ASPEK.ID, JAKARTA – Kehebohan publik terkait perombakan sejumlah direksi Sriwijaya Air berlatar Garuda Indonesia belum selesai, dan dilanjutkan dengan pemanggilan oleh Citilink, kini isu terkait Sriwijaya Air kembali naik ke publik.
Kali ini, Sriwijaya Air diterpa penagihan hutang oleh dua BUMN di Indonesia, yakni Pertamina dan PT GMF AeroAsia Tbk (GMFI).
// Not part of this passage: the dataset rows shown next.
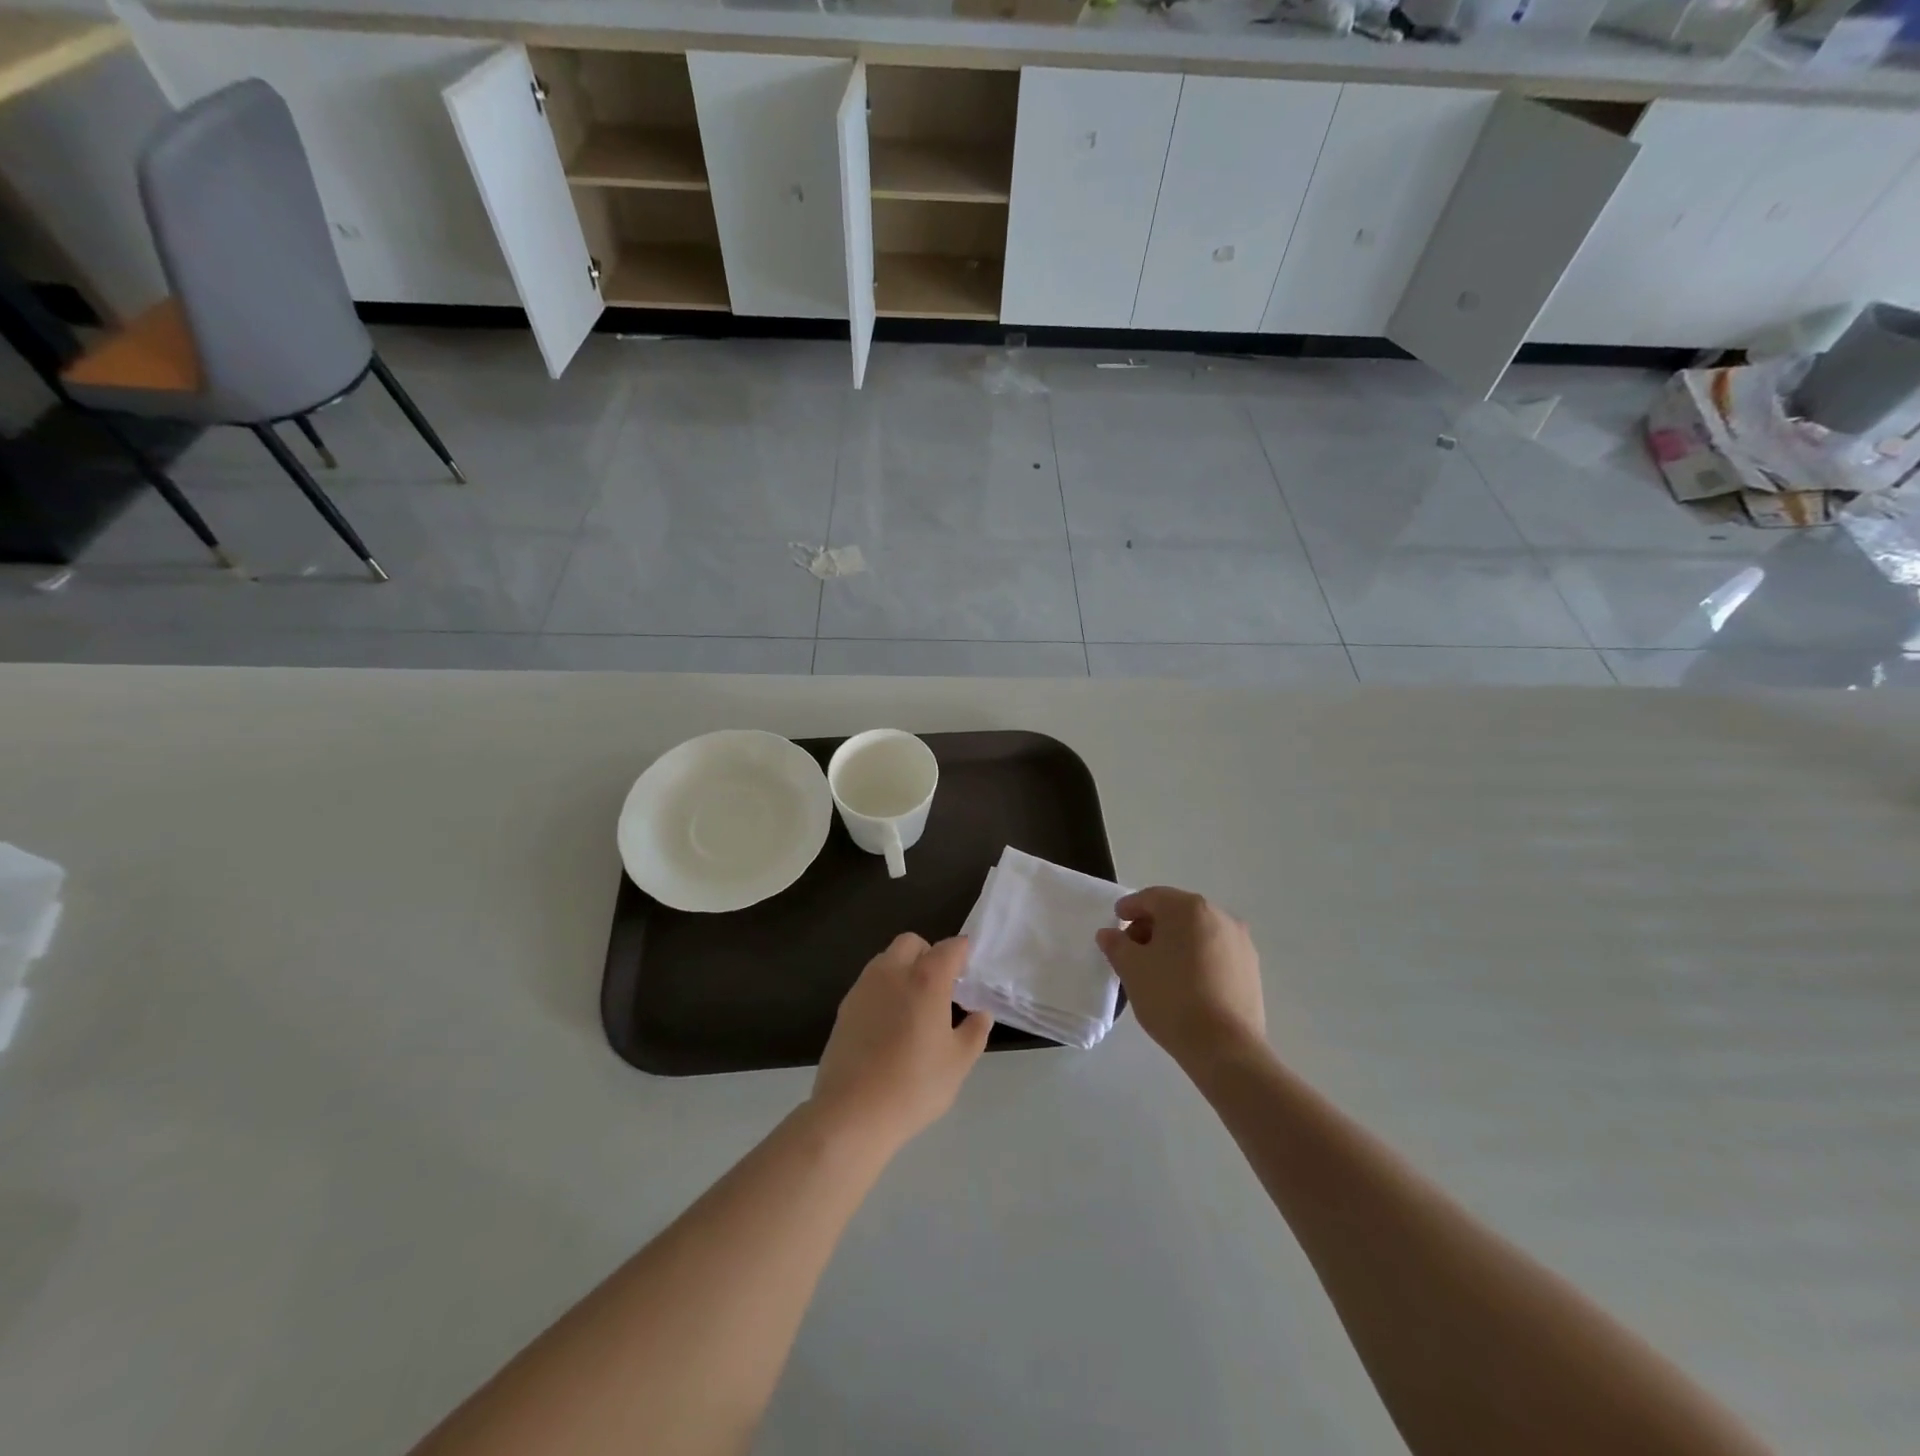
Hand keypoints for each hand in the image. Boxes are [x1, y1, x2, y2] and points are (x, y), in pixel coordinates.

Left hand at [810, 934, 992, 1152]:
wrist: (852, 1112)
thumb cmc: (914, 1085)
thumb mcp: (958, 1063)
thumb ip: (974, 1032)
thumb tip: (981, 1014)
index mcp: (926, 979)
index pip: (949, 948)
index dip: (962, 952)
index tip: (969, 969)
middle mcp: (892, 972)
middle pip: (911, 943)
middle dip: (928, 954)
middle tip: (941, 986)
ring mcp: (863, 988)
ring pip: (886, 960)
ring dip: (903, 969)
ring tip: (914, 1006)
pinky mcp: (844, 1007)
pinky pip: (869, 983)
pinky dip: (884, 990)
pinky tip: (890, 1025)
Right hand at [1096, 887, 1264, 1070]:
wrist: (1225, 1047)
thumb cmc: (1171, 998)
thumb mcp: (1131, 969)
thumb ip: (1116, 945)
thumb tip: (1109, 934)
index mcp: (1188, 908)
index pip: (1151, 897)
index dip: (1130, 907)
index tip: (1116, 921)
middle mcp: (1219, 915)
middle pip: (1177, 912)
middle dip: (1152, 925)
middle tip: (1133, 949)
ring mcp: (1240, 941)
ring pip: (1198, 931)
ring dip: (1176, 942)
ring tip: (1159, 968)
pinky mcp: (1251, 967)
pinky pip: (1216, 951)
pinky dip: (1197, 957)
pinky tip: (1185, 982)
Diawali dengan tagihan dari PT GMF AeroAsia Tbk (GMFI). Anak Garuda Indonesia tersebut menolak surat permohonan perpanjangan penyelesaian tagihan utang atau tunggakan yang diajukan oleh maskapai Sriwijaya Air Group.
Dilansir dari Kumparan, dalam surat itu disebutkan, GMF akan tetap melayani perawatan pesawat milik Sriwijaya Air Group, namun pelayanan akan dilakukan secara terbatas mulai tanggal 11 September 2019.
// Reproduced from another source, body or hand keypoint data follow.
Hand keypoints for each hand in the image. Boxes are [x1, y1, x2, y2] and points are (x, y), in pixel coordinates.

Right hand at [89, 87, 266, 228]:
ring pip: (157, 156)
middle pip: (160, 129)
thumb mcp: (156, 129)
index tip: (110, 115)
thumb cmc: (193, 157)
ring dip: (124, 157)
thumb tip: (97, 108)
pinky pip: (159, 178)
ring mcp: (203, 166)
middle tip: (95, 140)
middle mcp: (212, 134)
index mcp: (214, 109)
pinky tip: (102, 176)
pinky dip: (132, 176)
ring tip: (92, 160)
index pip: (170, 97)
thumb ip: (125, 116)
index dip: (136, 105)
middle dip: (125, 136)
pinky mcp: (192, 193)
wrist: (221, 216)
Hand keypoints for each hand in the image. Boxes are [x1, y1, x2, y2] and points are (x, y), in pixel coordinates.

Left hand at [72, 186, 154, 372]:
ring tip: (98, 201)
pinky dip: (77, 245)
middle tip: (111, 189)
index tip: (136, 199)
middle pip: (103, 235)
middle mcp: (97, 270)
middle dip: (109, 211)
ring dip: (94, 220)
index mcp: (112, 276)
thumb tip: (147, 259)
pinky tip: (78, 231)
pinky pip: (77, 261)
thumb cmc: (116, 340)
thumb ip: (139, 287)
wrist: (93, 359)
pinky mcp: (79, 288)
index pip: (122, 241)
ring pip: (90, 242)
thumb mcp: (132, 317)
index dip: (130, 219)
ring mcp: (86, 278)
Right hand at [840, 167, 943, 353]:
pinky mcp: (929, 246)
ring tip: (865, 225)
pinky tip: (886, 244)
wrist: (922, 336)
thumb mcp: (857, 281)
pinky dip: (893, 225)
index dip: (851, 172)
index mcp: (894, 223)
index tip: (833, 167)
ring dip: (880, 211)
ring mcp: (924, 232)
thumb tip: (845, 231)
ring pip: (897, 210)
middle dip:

Di surat tersebut juga tertulis utang Sriwijaya Air Group ke GMF per Oktober 2018 mencapai Rp 810 miliar.
Tagihan hutang kedua datang dari PT Pertamina. Pertamina menagih hutang sebesar Rp791,44 Miliar atau US$3,53 juta.
Tagihan itu merupakan utang Sriwijaya Air Group per 10 September 2019.
Adakah tagihan utang terhadap Sriwijaya ini efek dari pencopotan direksi Sriwijaya Air yang berlatar belakang Garuda?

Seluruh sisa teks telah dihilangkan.